Input data:
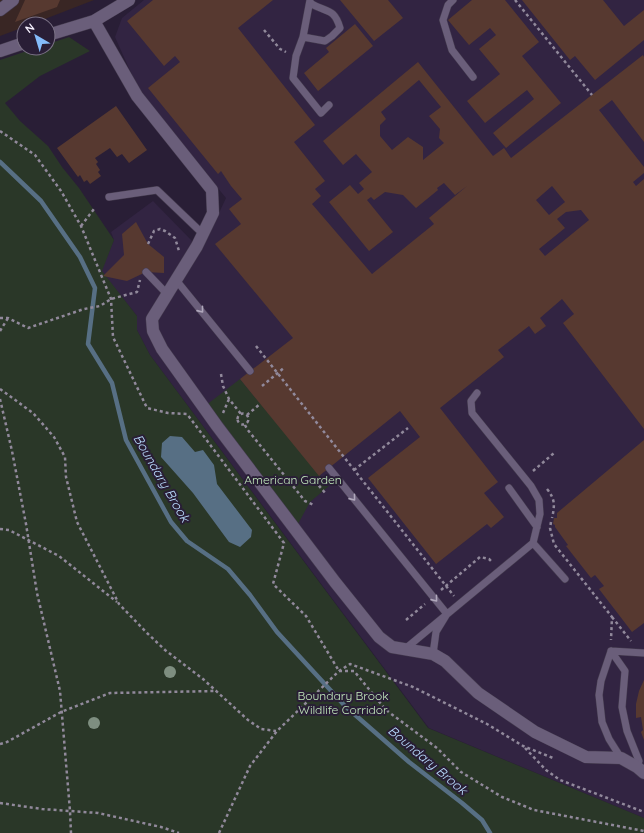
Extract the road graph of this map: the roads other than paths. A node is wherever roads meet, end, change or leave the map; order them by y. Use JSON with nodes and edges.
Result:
{"nodes":[{"id":1,"x":13,"y":0,"type":"edge"},
{"id":2,"x":129,"y":0,"type":"edge"},
{"id":3,"x":454,"y":0,"type":"edge"},
{"id":4,"x":310,"y":1,"type":"edge"},
{"id":5,"x":0,"y":10,"type":"edge"},
{"id":6,"x":94,"y":21,"type":"junction"},
{"id":7,"x":56,"y":33,"type":"edge"},
{"id":8,"x":303,"y":38,"type":"junction"},
{"id":9,"x":16,"y":46,"type":"edge"},
{"id":10,"x":0,"y":51,"type":"edge"},
{"id":11,"x":473,"y":77,"type":"dead end"},
{"id":12,"x":329,"y":105,"type":"dead end"},
{"id":13,"x":108,"y":197,"type":"dead end"},
{"id":14,"x":203,"y":234,"type":"junction"},
{"id":15,"x":144,"y":273,"type":"road end"},
{"id":16,"x":176,"y":280,"type":"junction"},
{"id":17,"x":168,"y":295,"type":"junction"},
{"id":18,"x":250,"y":371,"type":"dead end"},
{"id":19,"x":477,"y":393,"type":"dead end"},
{"id":20,"x":329,"y":468,"type":"dead end"},
{"id":21,"x":509,"y":488,"type":"dead end"},
{"id":22,"x":537,"y":527,"type":"junction"},
{"id":23,"x":533,"y":543,"type":"junction"},
{"id":24,"x":565,"y":579,"type":"dead end"},
{"id":25,"x":448,"y":614,"type":"junction"},
{"id":26,"x":405,"y":649,"type":"junction"},
{"id":27,"x":611,"y":651,"type":"junction"},
{"id":28,"x":433,"y":654,"type":"junction"},
{"id":29,"x":644,"y":654,"type":"edge"},
{"id":30,"x":621,"y":758,"type":"junction"},
{"id":31,"x":640,"y":770,"type":"edge"}],
"edges":[{"from":1,"to":5,"type":"street"},
{"from":2,"to":6,"type":"street"},
{"from":3,"to":11,"type":"lane"},
{"from":4,"to":8,"type":"lane"},
{"from":4,"to":8,"type":"lane"},
{"from":6,"to":7,"type":"street"},
{"from":6,"to":14,"type":"street"},
{"from":8,"to":12,"type":"lane"},
{"from":9,"to":10,"type":"street"},
{"from":13,"to":14,"type":"lane"},
{"from":14,"to":16,"type":"street"},
{"from":15,"to":17,"type":"lane"},
{"from":16,"to":17,"type":"street"},
{"from":16,"to":18,"type":"lane","one_way":true},
{"from":17,"to":26,"type":"street"},
{"from":19,"to":22,"type":"lane"},
{"from":20,"to":25,"type":"lane","one_way":true},
{"from":21,"to":22,"type":"lane"},
{"from":22,"to":23,"type":"lane"},
{"from":23,"to":24,"type":"lane"},
{"from":23,"to":25,"type":"lane"},
{"from":25,"to":26,"type":"lane"},
{"from":25,"to":28,"type":"lane"},
{"from":26,"to":28,"type":"street"},
{"from":27,"to":29,"type":"lane"},
{"from":27,"to":30,"type":"lane"},
{"from":27,"to":31,"type":"lane"},
{"from":28,"to":30,"type":"street"},
{"from":30,"to":31,"type":"street"}]}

Task:
Could you copy every line in the records that holds "junction"?

Answer to this exercise:
{"id":6,"x":94,"y":21,"type":"junction"},
{"id":8,"x":303,"y":38,"type":"junction"},
{"id":14,"x":203,"y":234,"type":"junction"},
{"id":16,"x":176,"y":280,"type":"junction"},
{"id":17,"x":168,"y":295,"type":"junction"},
{"id":22,"x":537,"y":527,"type":"junction"},
{"id":23,"x":533,"y":543,"type":"junction"},
{"id":25,"x":448,"y":614,"type":"junction"},
{"id":26,"x":405,"y":649,"type":"junction"},
{"id":27,"x":611,"y":651,"type":"junction"},
{"id":28,"x":433,"y":654,"type":"junction"},
{"id":30,"x":621,"y":758,"type":"junction"},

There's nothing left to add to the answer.